(INSTRUCTIONS TO FOLLOW) In the entries below, find every line with the string "Rojas" and copy it.

(SUPPLIED ENTRIES)
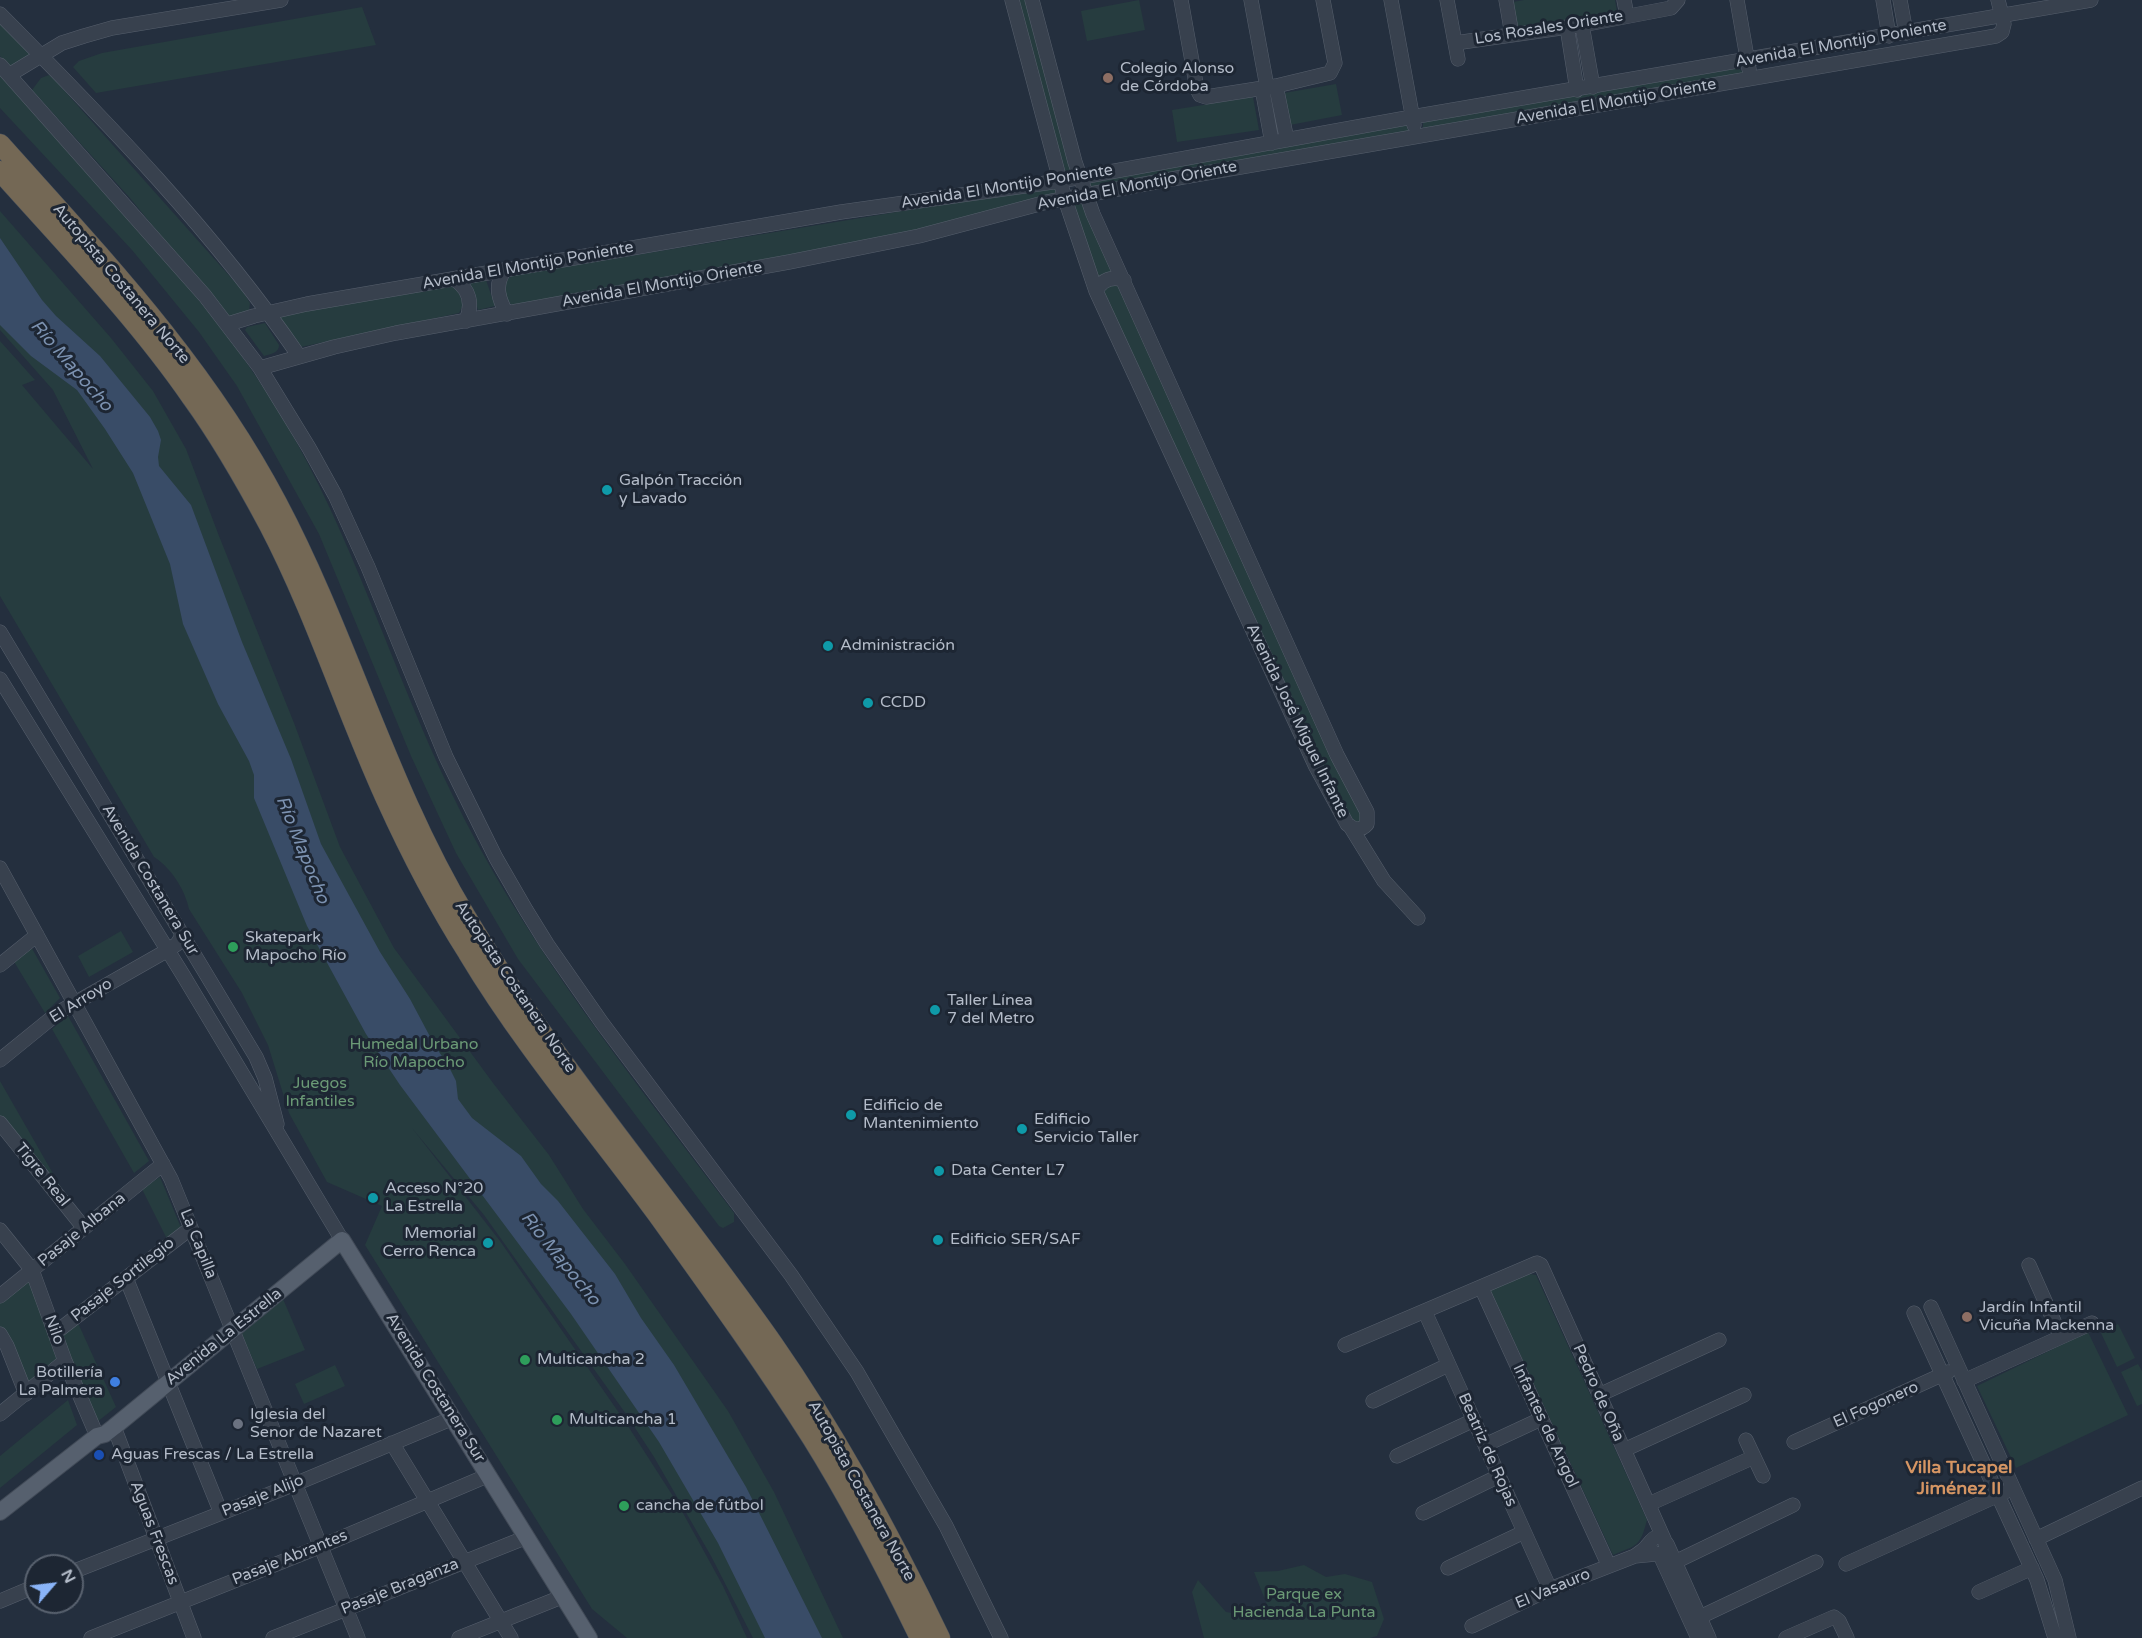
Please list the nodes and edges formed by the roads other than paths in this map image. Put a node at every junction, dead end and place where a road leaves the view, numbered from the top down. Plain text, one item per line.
1 (281, 0) edge
2 (1012, 0) edge
3 (1032, 0) edge
4 (1181, 0) edge
5 (1251, 0) edge
6 (1323, 0) edge
7 (1391, 0) edge
8 (1447, 0) edge
9 (1506, 0) edge
10 (1624, 0) edge
11 (1737, 0) edge
12 (1883, 0) edge
13 (1900, 0) edge
14 (1998, 0) edge
15 (2091, 0) edge
16 (1678, 2) edge
17 (0, 14) edge
18 (2000, 15) junction
19 (1627, 16) junction
20 (1582, 25) junction
21 (1567, 27) junction
22 (1906, 33) junction
23 (1512, 35) junction
24 (1889, 36) junction
25 (1455, 44) junction
26 (41, 54) junction
27 (1458, 59) dead end
28 (1748, 60) junction
29 (4, 70) edge
30 (1751, 79) junction
31 (1268, 87) junction
32 (1593, 87) junction
33 (1578, 90) junction
34 (1412, 117) junction
35 (1415, 136) junction
36 (1287, 140) junction
37 (1272, 143) junction
38 (0, 144) edge
39 (0, 171) edge
40 (1079, 176) junction
41 (1060, 181) junction
42 (1085, 195) junction
43 (1065, 199) junction
44 (504, 271) junction
45 (454, 279) junction
46 (1124, 280) junction
47 (1096, 291) junction
48 (268, 312) junction
49 (507, 314) junction
50 (466, 321) junction
51 (228, 324) junction
52 (299, 356) junction
53 (260, 368) junction
54 (0, 632) edge
55 (0, 679) edge
56 (57, 726) junction
57 (36, 739) junction
58 (73, 753) junction
59 (52, 765) junction
60 (1350, 826) junction
61 (1, 873) edge
62 (1418, 918) dead end
63 (183, 934) junction
64 (37, 935) junction
65 (168, 950) junction
66 (0, 965) edge
67 (74, 1003) junction
68 (0, 1060) edge
69 (0, 1123) edge
70 (281, 1137) junction
71 (163, 1164) junction
72 (84, 1228) junction
73 (191, 1228) junction
74 (0, 1230) edge
75 (342, 1239) junction
76 (2029, 1265) dead end
77 (32, 1270) junction
78 (126, 1278) junction
79 (1481, 1287) junction
80 (0, 1296) edge
81 (1931, 1306) dead end
82 (1425, 1312) junction
83 (1914, 1313) dead end
84 (2092, 1323) dead end
85 (232, 1330) junction
86 (55, 1333) junction
87 (0, 1334) edge
88 (2061, 1337) junction
89 (1719, 1340) dead end
90 (1345, 1345) dead end
91 (65, 1361) junction
92 (1448, 1365) junction
93 (1958, 1368) junction
94 (1941, 1375) junction
95 (1964, 1381) junction
96 (168, 1382) junction
97 (26, 1394) junction
98 (1599, 1395) junction
99 (1744, 1395) dead end
100 (1373, 1401) dead end
101 (0, 1414) edge
102 (453, 1418) junction
103 (1541, 1419) junction
104 (1474, 1420) junction
105 (105, 1432) junction
106 (1746, 1440) dead end
107 (1794, 1442) dead end
108 (392, 1443) junction
109 (1485, 1445) junction
110 (1624, 1449) junction
111 (1397, 1456) dead end
112 (1754, 1457) junction
113 (489, 1475) junction
114 (1499, 1476) junction
115 (1763, 1476) dead end
116 (295, 1484) junction
117 (2013, 1488) junction
118 (2142, 1488) edge
119 (1998, 1496) junction
120 (428, 1502) junction
121 (1649, 1504) junction
122 (1793, 1505) dead end
123 (0, 1512) edge
124 (220, 1513) junction
125 (1423, 1513) dead end
126 (0, 1525) edge
127 (1524, 1532) junction
128 (527, 1537) junction
129 (156, 1539) junction
130 (2036, 1539) junction
131 (321, 1546) junction
132 (1658, 1546) junction
133 (464, 1561) junction
134 (1675, 1562) junction
135 (1816, 1562) dead end
136 (1846, 1564) dead end
137 (1609, 1566) junction
138 (84, 1567) edge
139 (1448, 1568) dead end
140 (2032, 1569) junction
141 (1550, 1588) junction
142 (24, 1591) edge
143 (1979, 1592) dead end
144 (564, 1596) junction
145 (0, 1601) edge
146 (181, 1603) junction
147 (346, 1609) junction
148 (1700, 1617) junction
149 (501, 1622) junction
150 (1472, 1626) dead end
151 (929, 1637) edge
152 (91, 1638) edge
153 (194, 1638) edge
154 (273, 1638) edge
155 (358, 1638) edge
156 (459, 1638) edge
157 (511, 1638) edge
158 (589, 1638) edge
159 (1001, 1638) edge
160 (1698, 1638) edge
161 (1709, 1638) edge
162 (1786, 1638) edge
163 (1847, 1638) edge
164 (2055, 1638) edge
165 (2069, 1638) edge

1 - 26 street
2 - 41 street, Avenida José Miguel Infante
3 - 40 street, Avenida José Miguel Infante
4 - 31 street
5 - 31 street
6 - 31 street
7 - 34 street
8 - 25 street
9 - 23 street
10 - 19 street
11 - 28 street
12 - 24 street
13 - 22 street
14 - 18 street
15 - 18 street, Avenida El Montijo Poniente
16 - 19 street, Los Rosales Oriente
17 - 26 street
18 - 22 street, Avenida El Montijo Poniente
18 - 30 street, Avenida El Montijo Oriente
19 - 20 street, Los Rosales Oriente
20 - 21 street, Los Rosales Oriente
20 - 32 street
21 - 23 street, Los Rosales Oriente
21 - 33 street
22 - 24 street, Avenida El Montijo Poniente
23 - 25 street, Los Rosales Oriente
24 - 28 street, Avenida El Montijo Poniente
25 - 27 street
26 - 29 street
26 - 48 street
28 - 30 street
28 - 32 street, Avenida El Montijo Poniente
29 - 51 street
30 - 35 street, Avenida El Montijo Oriente
31 - 36 street
31 - 37 street
32 - 33 street, Avenida El Montijo Poniente
33 - 34 street, Avenida El Montijo Poniente
34 - 35 street
34 - 36 street, Avenida El Montijo Poniente
35 - 42 street, Avenida El Montijo Oriente
36 - 37 street, Avenida El Montijo Poniente
37 - 40 street, Avenida El Montijo Poniente
38 - 151 highway, Autopista Costanera Norte
39 - 151 highway, Autopista Costanera Norte
40 - 41 street, Avenida El Montijo Poniente
40 - 42 street, Avenida José Miguel Infante
41 - 43 street, Avenida José Miguel Infante
41 - 44 street, Avenida El Montijo Poniente
42 - 43 street, Avenida El Montijo Oriente
42 - 46 street, Avenida José Miguel Infante
43 - 47 street, Avenida José Miguel Infante
43 - 49 street, Avenida El Montijo Oriente
44 - 45 street, Avenida El Montijo Poniente
44 - 49 street
45 - 48 street, Avenida El Montijo Poniente
45 - 50 street
46 - 47 street
46 - 60 street, Avenida José Miguel Infante
47 - 60 street, Avenida José Miguel Infante
48 - 51 street, Avenida El Montijo Poniente
48 - 52 street
49 - 50 street, Avenida El Montijo Oriente
50 - 52 street, Avenida El Montijo Oriente
51 - 53 street
52 - 53 street, Avenida El Montijo Oriente
53 - 159 street
54 - 56 street, Avenida Costanera Sur
55 - 57 street, Avenida Costanera Sur
56 - 57 street
56 - 58 street, Avenida Costanera Sur
57 - 59 street, Avenida Costanera Sur
58 - 59 street
58 - 63 street, Avenida Costanera Sur
59 - 65 street, Avenida Costanera Sur
60 - 62 street
61 - 64 street, La Capilla
63 - 65 street, El Arroyo
63 - 70 street, Avenida Costanera Sur
64 - 66 street
64 - 67 street, La Capilla
65 - 67 street, El Arroyo
65 - 70 street, Avenida Costanera Sur
67 - 68 street, El Arroyo
67 - 71 street, La Capilla
69 - 72 street, Tigre Real
70 - 75 street, Avenida Costanera Sur
71 - 72 street, Pasaje Albana
71 - 73 street, La Capilla
72 - 77 street, Pasaje Albana
73 - 78 street, Pasaje Sortilegio
73 - 85 street, La Capilla
74 - 77 street, Nilo
75 - 85 main road, Avenida La Estrella
75 - 102 main road, Avenida Costanera Sur
76 - 88 street
77 - 80 street, Pasaje Albana
77 - 86 street, Nilo
78 - 86 street, Pasaje Sortilegio
78 - 96 street
79 - 82 street
79 - 98 street, Pedro de Oña
79 - 103 street, Infantes de Angol
81 - 93 street
82 - 90 street
82 - 92 street, Beatriz de Rojas
83 - 94 street
84 - 88 street
85 - 96 main road, Avenida La Estrella
85 - 116 street, La Capilla
86 - 91 street, Nilo
87 - 97 street
88 - 95 street
89 - 98 street
91 - 97 street
91 - 105 street, Nilo
92 - 100 street
92 - 104 street, Beatriz de Rojas
93 - 94 street, El Fogonero
93 - 95 street
94 - 107 street, El Fogonero
94 - 119 street
95 - 117 street
96 - 105 main road, Avenida La Estrella
96 - 124 street
97 - 101 street
98 - 110 street, Pedro de Oña
99 - 110 street
102 - 108 street, Pasaje Alijo
102 - 113 main road, Avenida Costanera Sur
103 - 109 street
103 - 137 street, Infantes de Angol
104 - 109 street, Beatriz de Rojas
104 - 111 street
105 - 123 main road, Avenida La Estrella
105 - 126 main road, Avenida La Estrella
105 - 129 street, Aguas Frescas
106 - 112 street
108 - 116 street, Pasaje Alijo
108 - 120 street
109 - 114 street, Beatriz de Rojas
110 - 121 street, Pedro de Oña
112 - 115 street
112 - 121 street
113 - 120 street, Pasaje Abrantes
113 - 128 main road, Avenida Costanera Sur
114 - 125 street
114 - 127 street, Beatriz de Rojas
116 - 124 street, Pasaje Alijo
116 - 131 street, La Capilla
117 - 119 street
117 - 130 street
118 - 130 street
119 - 136 street
119 - 140 street
120 - 131 street, Pasaje Abrantes
120 - 133 street
121 - 132 street, Pedro de Oña
122 - 134 street
124 - 129 street, Pasaje Alijo
127 - 139 street
127 - 141 street, Beatriz de Rojas
128 - 133 street, Pasaje Braganza
128 - 144 main road, Avenida Costanera Sur
129 - 138 street, Pasaje Alijo
129 - 146 street, Aguas Frescas
130 - 165 street
131 - 146 street, Pasaje Abrantes
131 - 147 street, La Capilla
132 - 134 street, Pedro de Oña
132 - 137 street, El Vasauro
132 - 160 street, Pedro de Oña
133 - 147 street, Pasaje Braganza
133 - 149 street
134 - 148 street, Pedro de Oña
135 - 148 street
137 - 141 street, El Vasauro
140 - 143 street
140 - 164 street
141 - 150 street, El Vasauro
142 - 145 street
144 - 149 street
144 - 158 main road, Avenida Costanera Sur
146 - 152 street, Pasaje Abrantes
146 - 153 street, Aguas Frescas
147 - 154 street, Pasaje Braganza
147 - 155 street, La Capilla
148 - 161 street, Pedro de Oña
149 - 156 street
149 - 157 street
162 - 163 street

(PROBLEM SOLUTION)
82 - 92 street, Beatriz de Rojas
92 - 104 street, Beatriz de Rojas
104 - 109 street, Beatriz de Rojas
109 - 114 street, Beatriz de Rojas
114 - 127 street, Beatriz de Rojas
127 - 141 street, Beatriz de Rojas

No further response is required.